(Information)

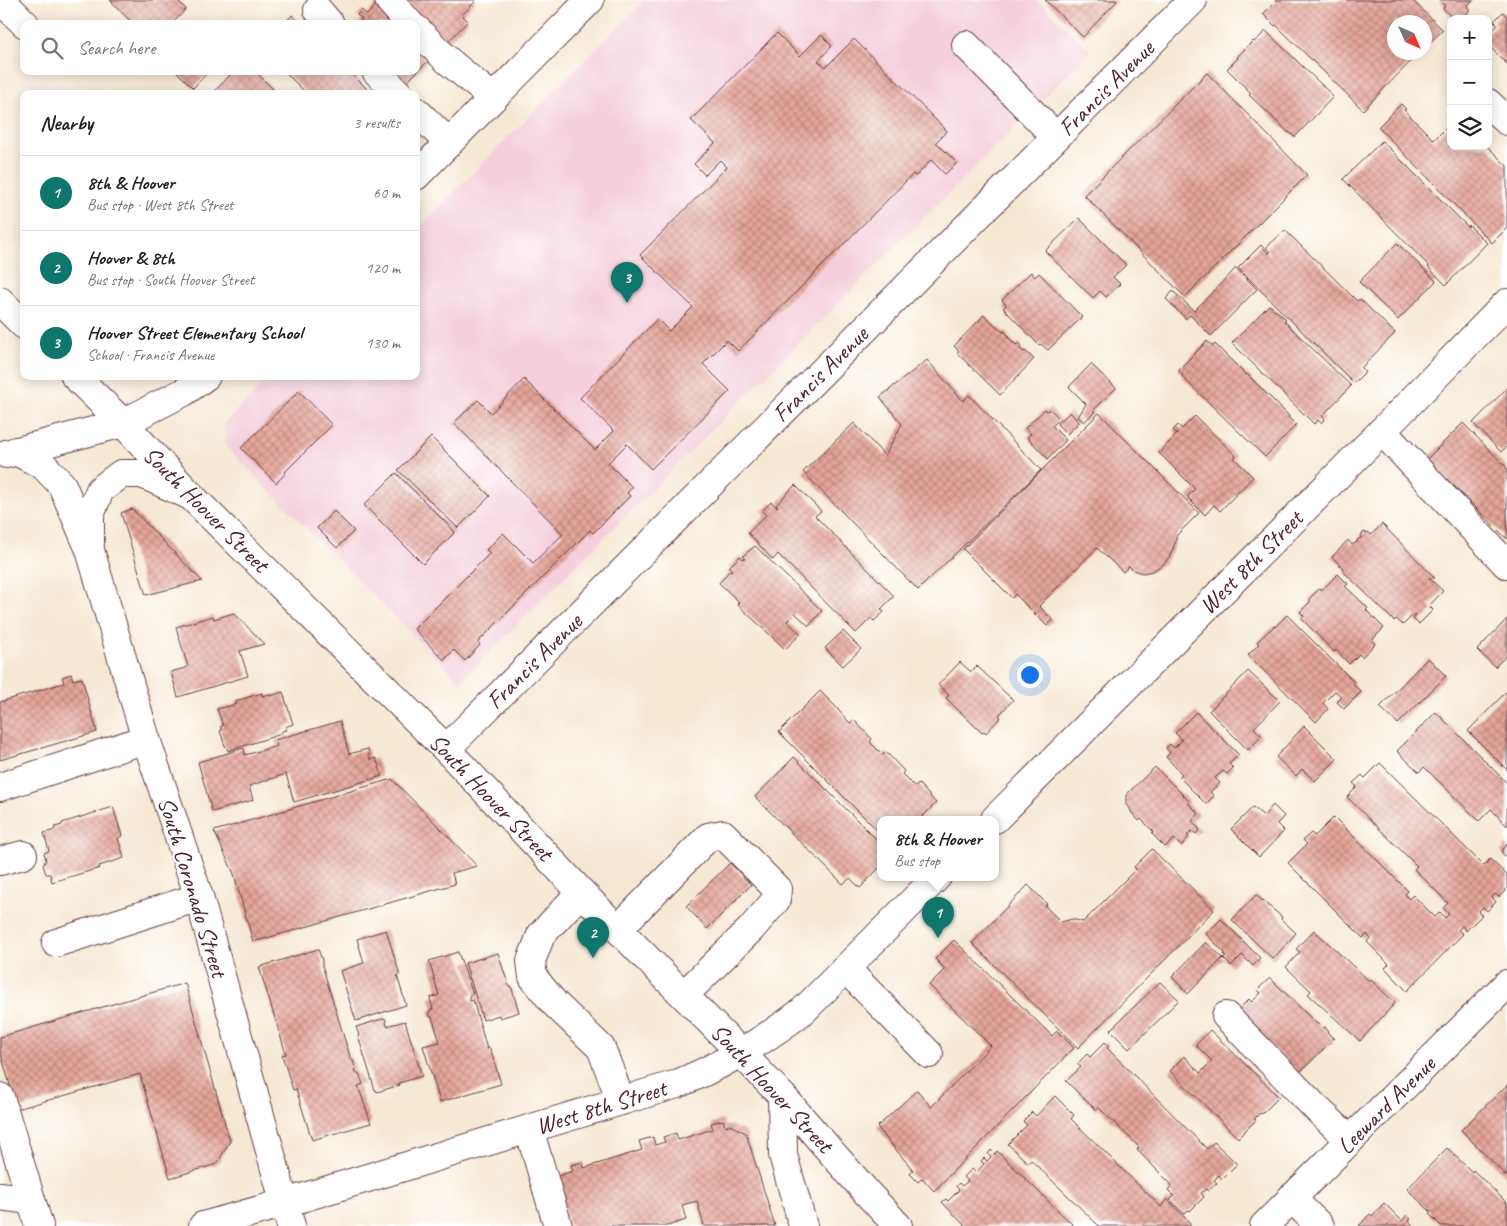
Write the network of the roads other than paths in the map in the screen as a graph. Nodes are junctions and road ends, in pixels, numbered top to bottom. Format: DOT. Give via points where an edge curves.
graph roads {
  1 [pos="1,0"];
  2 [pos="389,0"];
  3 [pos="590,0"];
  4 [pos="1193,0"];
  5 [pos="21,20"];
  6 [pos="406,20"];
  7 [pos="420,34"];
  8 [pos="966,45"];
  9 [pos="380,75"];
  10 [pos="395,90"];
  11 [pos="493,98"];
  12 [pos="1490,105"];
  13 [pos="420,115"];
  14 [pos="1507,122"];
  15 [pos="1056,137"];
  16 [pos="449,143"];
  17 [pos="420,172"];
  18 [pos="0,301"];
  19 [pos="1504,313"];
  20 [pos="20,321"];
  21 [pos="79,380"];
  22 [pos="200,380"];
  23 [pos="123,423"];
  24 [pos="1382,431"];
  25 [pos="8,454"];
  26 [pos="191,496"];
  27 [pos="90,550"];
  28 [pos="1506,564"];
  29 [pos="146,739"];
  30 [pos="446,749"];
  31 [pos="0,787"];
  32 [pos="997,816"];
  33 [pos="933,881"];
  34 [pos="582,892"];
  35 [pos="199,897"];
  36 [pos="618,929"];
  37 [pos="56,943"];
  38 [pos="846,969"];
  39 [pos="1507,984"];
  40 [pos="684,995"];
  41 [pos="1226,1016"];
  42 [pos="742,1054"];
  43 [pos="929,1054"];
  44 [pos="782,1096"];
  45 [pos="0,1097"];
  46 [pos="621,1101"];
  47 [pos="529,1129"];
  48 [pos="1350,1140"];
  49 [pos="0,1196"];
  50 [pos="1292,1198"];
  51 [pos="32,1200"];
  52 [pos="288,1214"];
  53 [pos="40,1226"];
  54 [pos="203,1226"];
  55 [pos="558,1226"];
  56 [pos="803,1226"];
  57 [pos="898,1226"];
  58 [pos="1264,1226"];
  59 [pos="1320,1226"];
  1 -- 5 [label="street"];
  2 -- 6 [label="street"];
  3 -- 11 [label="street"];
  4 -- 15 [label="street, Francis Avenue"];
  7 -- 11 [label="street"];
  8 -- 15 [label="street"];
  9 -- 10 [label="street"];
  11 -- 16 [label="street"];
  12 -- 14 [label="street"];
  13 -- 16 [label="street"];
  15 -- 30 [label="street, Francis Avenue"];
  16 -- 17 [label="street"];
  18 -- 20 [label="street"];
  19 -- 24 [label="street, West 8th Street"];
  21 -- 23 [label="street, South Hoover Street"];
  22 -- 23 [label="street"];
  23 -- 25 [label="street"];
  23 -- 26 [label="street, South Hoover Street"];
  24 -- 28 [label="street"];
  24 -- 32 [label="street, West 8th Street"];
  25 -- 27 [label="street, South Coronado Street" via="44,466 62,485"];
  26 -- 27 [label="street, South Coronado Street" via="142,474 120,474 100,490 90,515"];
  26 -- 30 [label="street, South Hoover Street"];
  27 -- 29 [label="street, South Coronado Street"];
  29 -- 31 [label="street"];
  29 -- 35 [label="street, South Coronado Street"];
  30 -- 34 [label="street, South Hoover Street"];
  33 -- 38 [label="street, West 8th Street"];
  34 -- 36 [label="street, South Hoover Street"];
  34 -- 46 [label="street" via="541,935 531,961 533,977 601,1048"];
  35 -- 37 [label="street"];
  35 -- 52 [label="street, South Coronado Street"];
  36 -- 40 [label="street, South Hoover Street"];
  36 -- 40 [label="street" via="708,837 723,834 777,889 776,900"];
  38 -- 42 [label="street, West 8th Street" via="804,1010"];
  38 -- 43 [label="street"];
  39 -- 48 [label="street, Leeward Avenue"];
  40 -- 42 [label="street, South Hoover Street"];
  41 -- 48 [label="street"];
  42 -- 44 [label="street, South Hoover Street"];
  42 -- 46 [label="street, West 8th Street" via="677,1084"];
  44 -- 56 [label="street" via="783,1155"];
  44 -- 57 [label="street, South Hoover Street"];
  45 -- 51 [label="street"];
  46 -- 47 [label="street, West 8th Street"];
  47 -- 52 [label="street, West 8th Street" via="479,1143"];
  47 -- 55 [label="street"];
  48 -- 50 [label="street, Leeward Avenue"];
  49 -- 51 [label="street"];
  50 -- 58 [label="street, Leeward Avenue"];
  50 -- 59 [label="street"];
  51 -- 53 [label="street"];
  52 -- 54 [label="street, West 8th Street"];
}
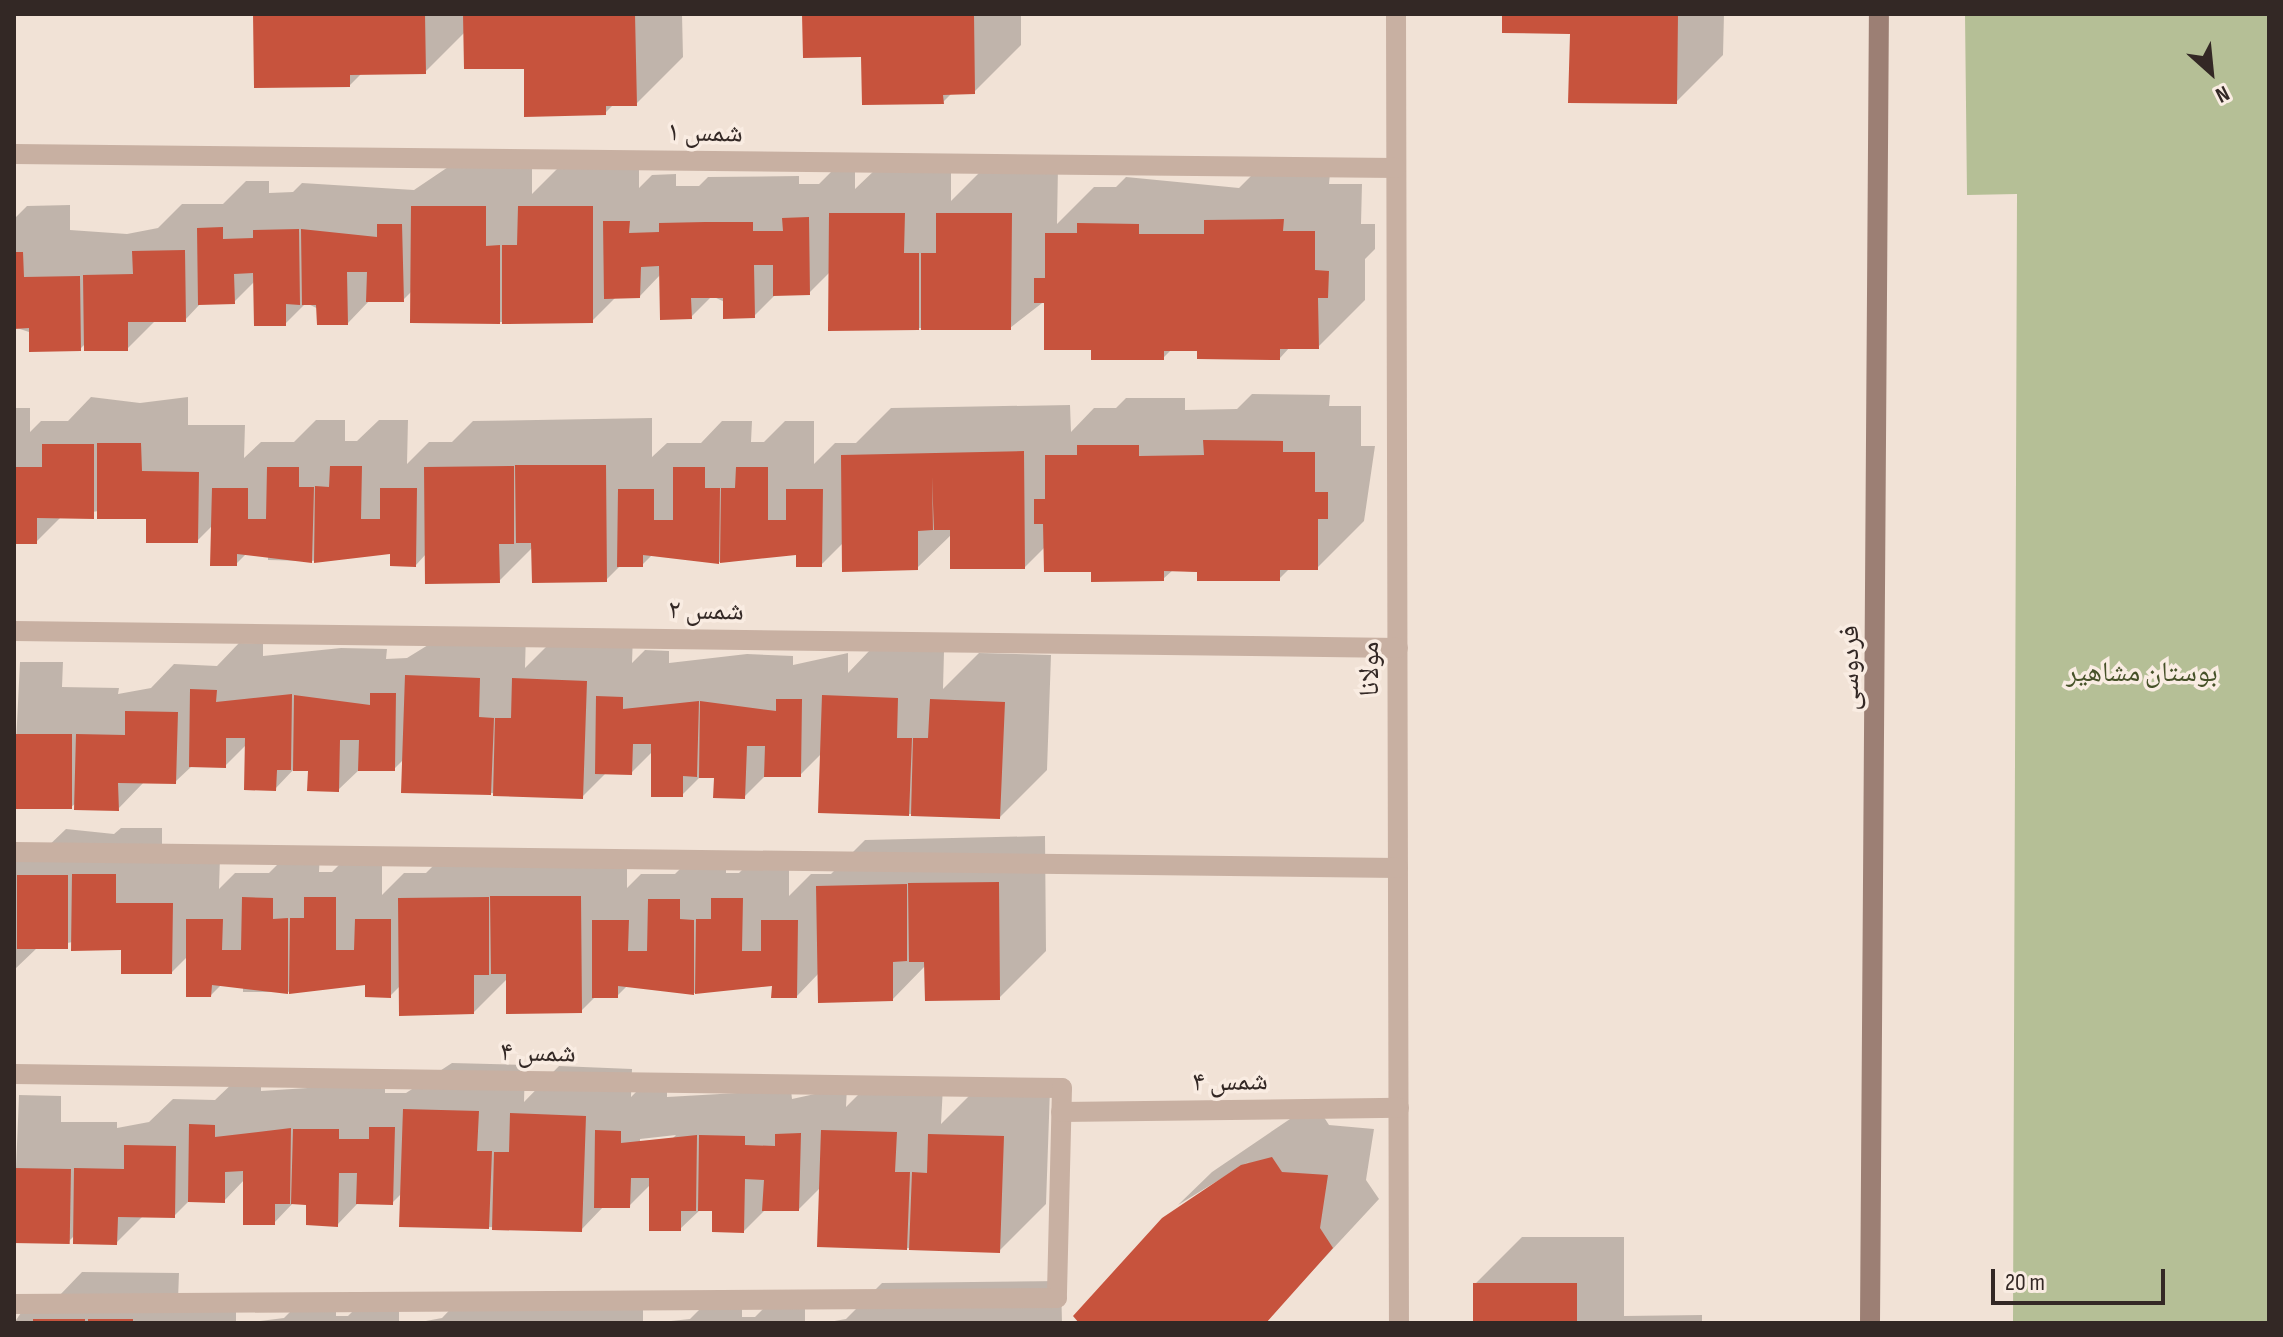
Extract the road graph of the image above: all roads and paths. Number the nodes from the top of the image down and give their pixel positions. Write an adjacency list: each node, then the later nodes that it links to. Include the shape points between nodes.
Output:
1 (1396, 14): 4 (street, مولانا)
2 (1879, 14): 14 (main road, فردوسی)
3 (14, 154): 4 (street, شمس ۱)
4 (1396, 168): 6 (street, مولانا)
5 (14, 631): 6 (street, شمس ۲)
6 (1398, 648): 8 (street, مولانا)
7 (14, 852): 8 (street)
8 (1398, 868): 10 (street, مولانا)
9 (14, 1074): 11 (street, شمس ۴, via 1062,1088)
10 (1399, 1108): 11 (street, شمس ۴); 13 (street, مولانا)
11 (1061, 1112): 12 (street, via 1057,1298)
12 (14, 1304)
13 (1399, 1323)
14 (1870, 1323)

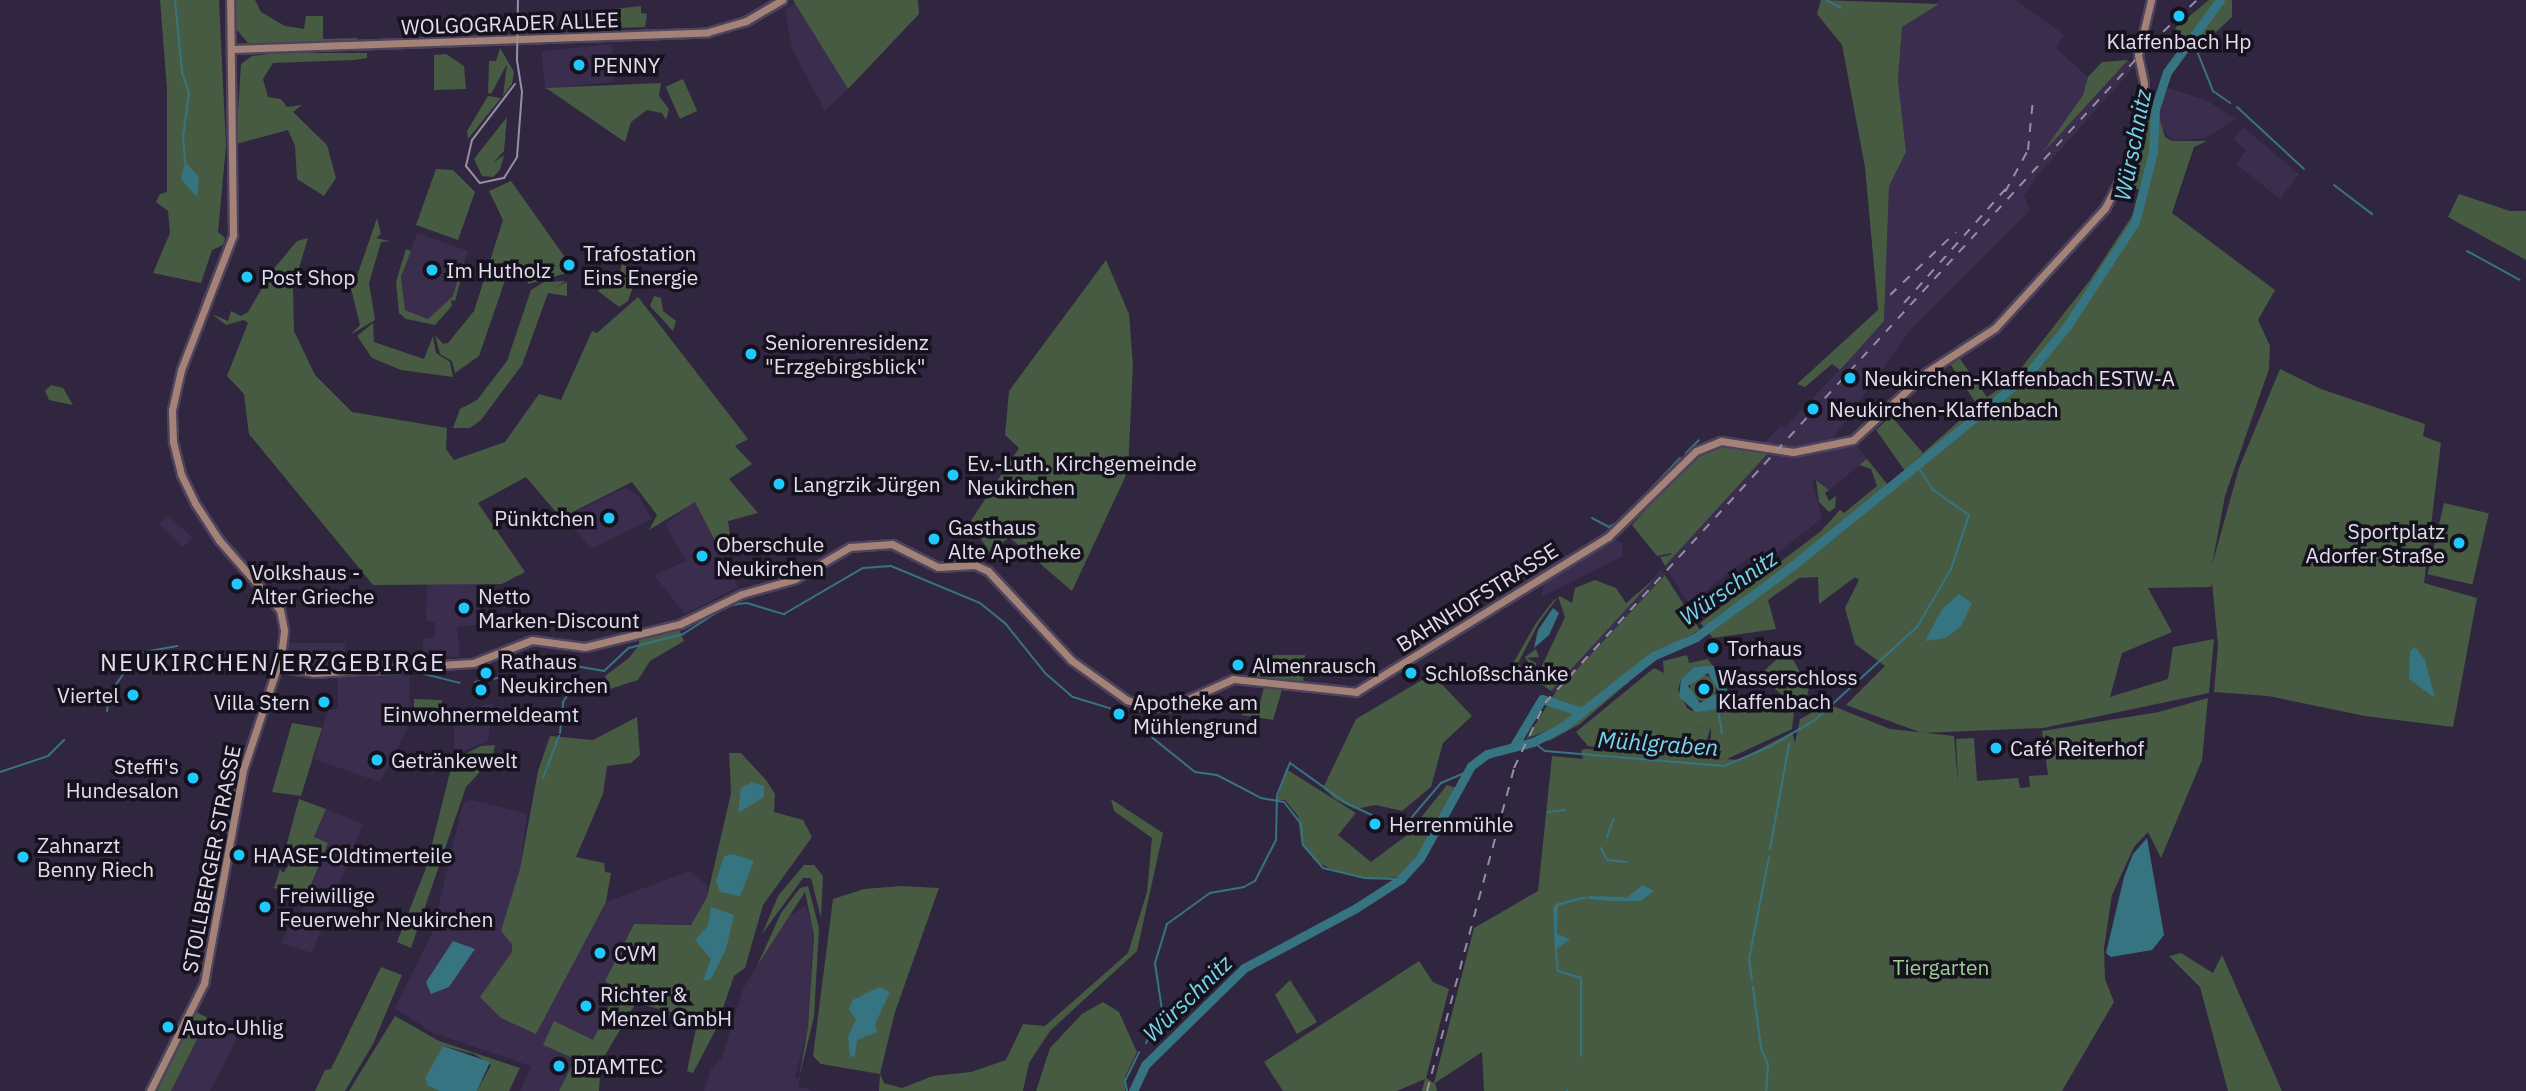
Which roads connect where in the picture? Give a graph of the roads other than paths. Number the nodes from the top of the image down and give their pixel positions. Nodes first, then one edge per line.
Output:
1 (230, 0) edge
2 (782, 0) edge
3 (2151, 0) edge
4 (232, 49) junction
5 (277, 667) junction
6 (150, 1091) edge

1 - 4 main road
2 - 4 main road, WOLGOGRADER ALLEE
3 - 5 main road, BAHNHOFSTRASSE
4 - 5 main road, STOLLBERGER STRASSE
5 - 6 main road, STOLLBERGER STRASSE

(End Information)

**Exercise objective:**
If a line in the listing includes the word "where", it counts; report the number of such lines and nothing else.

**Answer for the task:**
2